■ **Data to use**

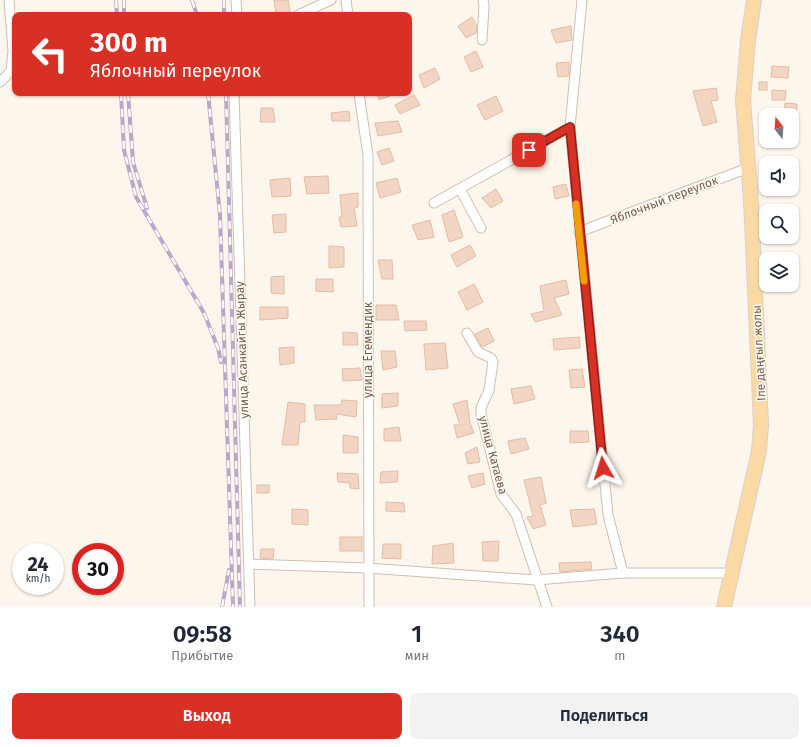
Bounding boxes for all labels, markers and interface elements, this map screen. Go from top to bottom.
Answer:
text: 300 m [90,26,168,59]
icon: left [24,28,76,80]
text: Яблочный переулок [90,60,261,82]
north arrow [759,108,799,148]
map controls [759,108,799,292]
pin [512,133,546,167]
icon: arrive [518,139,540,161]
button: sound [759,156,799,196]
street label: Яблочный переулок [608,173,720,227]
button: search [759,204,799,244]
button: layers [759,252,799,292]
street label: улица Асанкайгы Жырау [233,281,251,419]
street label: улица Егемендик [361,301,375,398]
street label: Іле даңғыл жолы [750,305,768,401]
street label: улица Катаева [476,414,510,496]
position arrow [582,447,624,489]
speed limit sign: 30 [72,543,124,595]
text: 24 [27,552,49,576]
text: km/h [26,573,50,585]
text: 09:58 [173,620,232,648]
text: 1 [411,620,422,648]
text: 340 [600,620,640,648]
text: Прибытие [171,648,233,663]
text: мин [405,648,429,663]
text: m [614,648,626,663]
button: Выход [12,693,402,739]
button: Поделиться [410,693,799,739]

■ **Exercise requirements**
Without the pictures, print the records in full, exactly as they appear.

■ **Task response**
Bounding boxes for all labels, markers and interface elements, this map screen. Go from top to bottom.
Answer:
text: 300 m [90,26,168,59]
icon: left [24,28,76,80]
text: Яблочный переулок [90,60,261,82]
north arrow [759,108,799,148]
map controls [759,108,799,292]
pin [512,133,546,167]
icon: arrive [518,139,540,161]
button: sound [759,156,799,196]
street label: Яблочный переулок [608,173,720,227]
button: search [759,204,799,244]
button: layers [759,252,799,292]
street label: улица Асанкайгы Жырау [233,281,251,419]
street label: улица Егемендик [361,301,375,398]
street label: Іле даңғыл жолы [750,305,768,401]
street label: улица Катаева [476,414,510,496]
position arrow [582,447,624,489]
speed limit sign: 30 [72,543,124,595]
text: 24 [27,552,49,576]
text: km/h [26,573,50,585]
text: 09:58 [173,620,232,648]
text: 1 [411,620,422,648]
text: 340 [600,620,640,648]
text: Прибытие [171,648,233,663]
text: мин [405,648,429,663]
text: m [614,648,626,663]
button: Выход [12,693,402,739]
button: Поделиться [410,693,799,739]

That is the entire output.